Farmers urged to prepare for potential badger cull roll-out

Image caption Government ministers and the National Farmers' Union believe culling badgers will curb TB in cattle

Farmers and landowners across the UK are being urged to prepare applications for badger control licences prior to any nationwide cull being confirmed.

The government is considering whether it will be rolled out following pilot culls in Gloucestershire and Somerset.

An independent panel of experts is due to report on the safety and effectiveness of the two pilots.

But Natural England says people should get prepared ahead of the report, as it can only issue 10 licences per year.

It said if the roll-out is confirmed, the first stage of the licensing process would require potential new application areas to submit an Expression of Interest (EOI) form.

Not met targets

Submissions for 2014 would then be screened by the body to determine which candidates should be invited to apply for a licence to control badgers to prevent the spread of bovine TB

Natural England's principal specialist for species regulation, Matt Hayden, said: "Unless they do this it will make it very difficult to get a licence this year in the event the government does confirm roll-out."

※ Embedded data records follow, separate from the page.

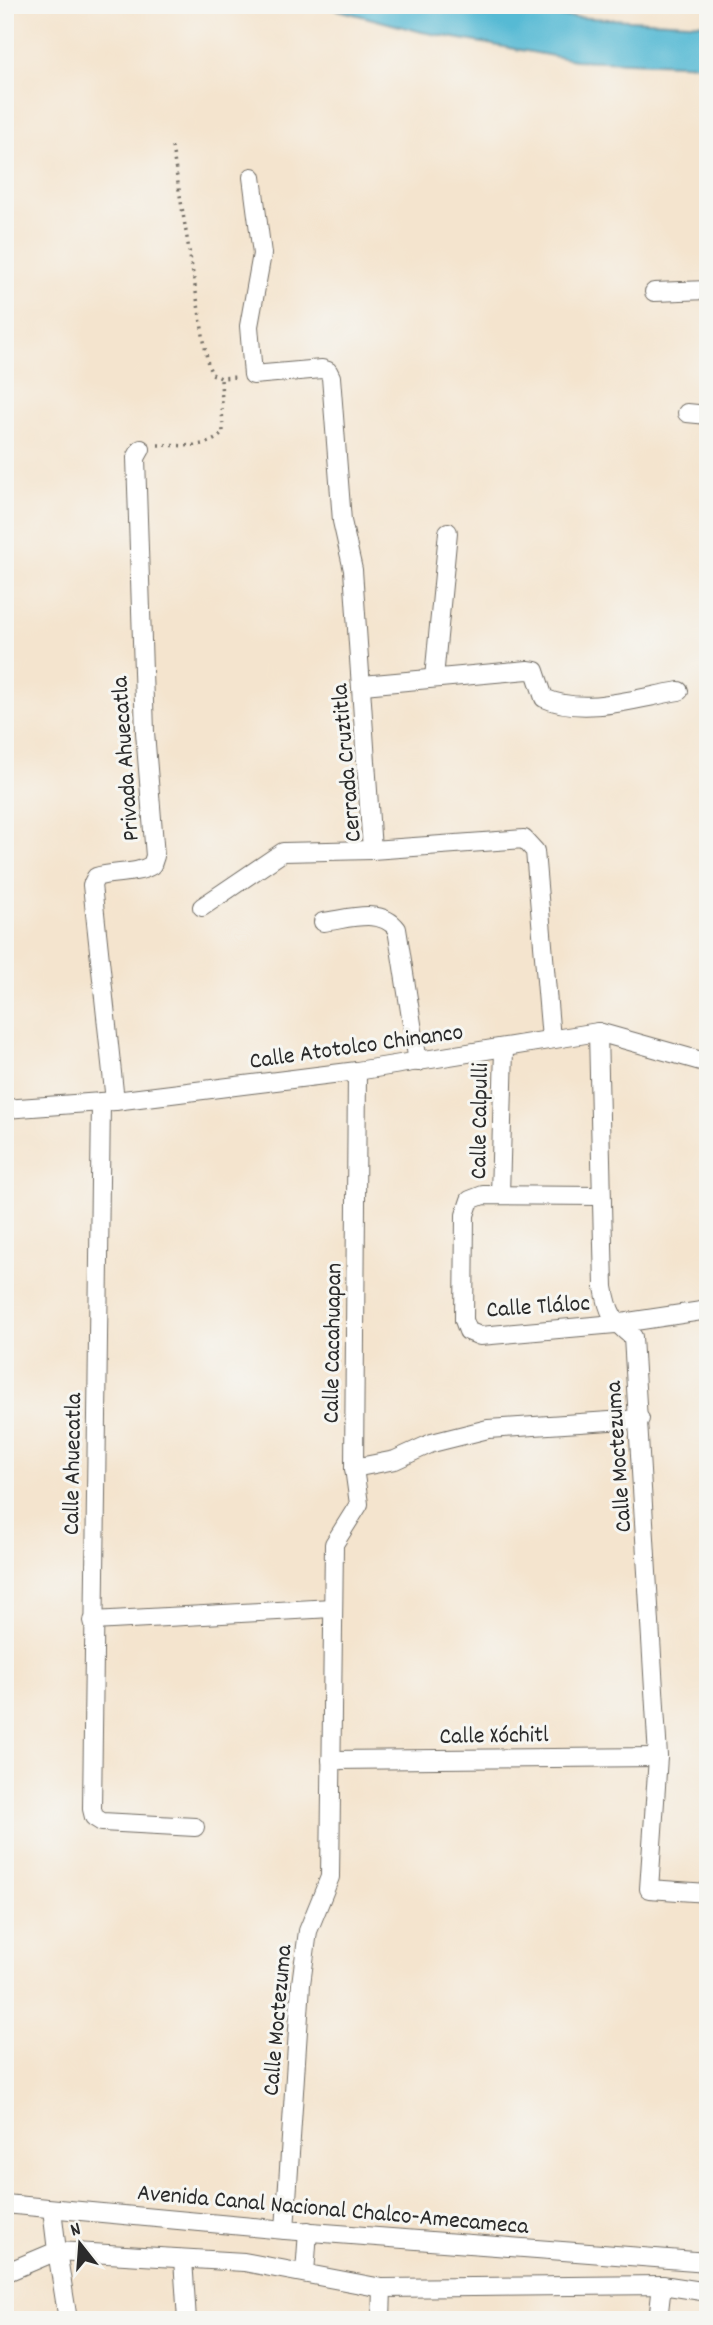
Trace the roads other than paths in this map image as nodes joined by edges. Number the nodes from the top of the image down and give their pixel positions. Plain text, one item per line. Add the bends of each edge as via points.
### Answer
1 (252, 177) dead end
2 (708, 290) edge
3 (654, 292) dead end
4 (687, 413) dead end
5 (708, 415) edge
6 (141, 449) road end
7 (448, 532) dead end
8 (434, 678) junction
9 (363, 685) junction
10 (679, 691) dead end
11 (372, 850) junction
12 (202, 907) dead end
13 (323, 922) dead end
14 (598, 1032) junction
15 (551, 1039) junction
16 (504, 1049) junction
17 (418, 1062) junction
18 (708, 1063) edge
19 (357, 1072) junction
20 (108, 1102) junction
21 (5, 1109) edge
22 (500, 1195) junction
23 (601, 1196) junction
24 (708, 1310) edge
25 (615, 1324) junction
26 (640, 1419) junction
27 (354, 1468) junction
28 (332, 1608) junction
29 (93, 1621) junction
30 (658, 1757) junction
31 (331, 1760) junction
32 (195, 1827) dead end
33 (708, 1893) edge
34 (5, 2204) edge
35 (52, 2209) junction
36 (285, 2230) junction
37 (308, 2231) junction
38 (57, 2251) junction
39 (183, 2259) junction
40 (708, 2262) edge
41 (5, 2273) edge
42 (305, 2273) junction
43 (662, 2285) junction
44 (382, 2288) junction
45 (708, 2292) edge
46 (68, 2320) edge
47 (187, 2320) edge
48 (381, 2320) edge
49 (657, 2320) edge

1 - 9 street, Cerrada Cruztitla via 262,254 249,326 253,375 322,369 331,377 342,521 353,570
2 - 3 street
4 - 5 street
6 - 20 street, Privada Ahuecatla via 136,458 144,718 155,856 144,870 106,873 92,885
7 - 8 street
8 - 9 street
8 - 10 street via 535,671 544,698 559,705
9 - 11 street, Cerrada Cruztitla
11 - 12 street via 283,852
11 - 15 street, Cerrada Cruztitla via 524,839 534,851
13 - 17 street via 378,915 390,919 397,929
14 - 15 street, Calle Atotolco Chinanco
14 - 18 street, Calle Atotolco Chinanco
14 - 23 street, Calle Moctezuma
15 - 16 street, Calle Atotolco Chinanco
16 - 17 street, Calle Atotolco Chinanco
16 - 22 street, Calle Calpulli
17 - 19 street, Calle Atotolco Chinanco
19 - 20 street, Calle Atotolco Chinanco
19 - 27 street, Calle Cacahuapan
20 - 21 street, Calle Atotolco Chinanco
20 - 29 street, Calle Ahuecatla
22 - 23 street, Calle Tláloc
22 - 25 street, Calle Tláloc via 470,1200 465,1215 464,1320 468,1331 480,1336
23 - 25 street, Calle Moctezuma via 604,1287
24 - 25 street, Calle Tláloc
25 - 26 street, Calle Moctezuma via 633,1337
26 - 27 street via 488,1429 432,1443 395,1460
26 - 30 street, Calle Moctezuma
27 - 28 street, Calle Cacahuapan via 359,1504 334,1544
28 - 29 street
28 - 31 street, Calle Moctezuma
29 - 32 street, Calle Ahuecatla via 94,1817 102,1822
30 - 31 street, Calle Xóchitl
30 - 33 street, Calle Moctezuma via 649,1889
31 - 36 street, Calle Moctezuma via 330,1877 308,1931 301,1984
34 - 35 street, Avenida Canal Nacional Chalco-Amecameca
35 - 36 street, Avenida Canal Nacional Chalco-Amecameca
35 - 38 street
36 - 37 street, Avenida Canal Nacional Chalco-Amecameca
37 - 40 street, Avenida Canal Nacional Chalco-Amecameca
37 - 42 street
38 - 39 street
38 - 41 street
38 - 46 street
39 - 42 street via 244,2262
39 - 47 street
42 - 44 street
43 - 44 street
43 - 45 street
43 - 49 street
44 - 48 street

Government ministers and the National Farmers' Union believe culling badgers will curb TB in cattle. Opponents say shooting the animals is not effective.

The pilot culls in Somerset and Gloucestershire cost more than £7m - equivalent to more than £4,000 per badger killed, according to animal charity, Care for the Wild.

The culls aimed to kill 70% of the badger population to test how effective, humane and safe a cull could be.

The cull in Gloucestershire was ended early as it had not met its targets and the Somerset pilot failed to meet its target even after a three-week extension.

The panel, which includes a number of wildlife experts, is due to report back on the results of the pilot culls in February.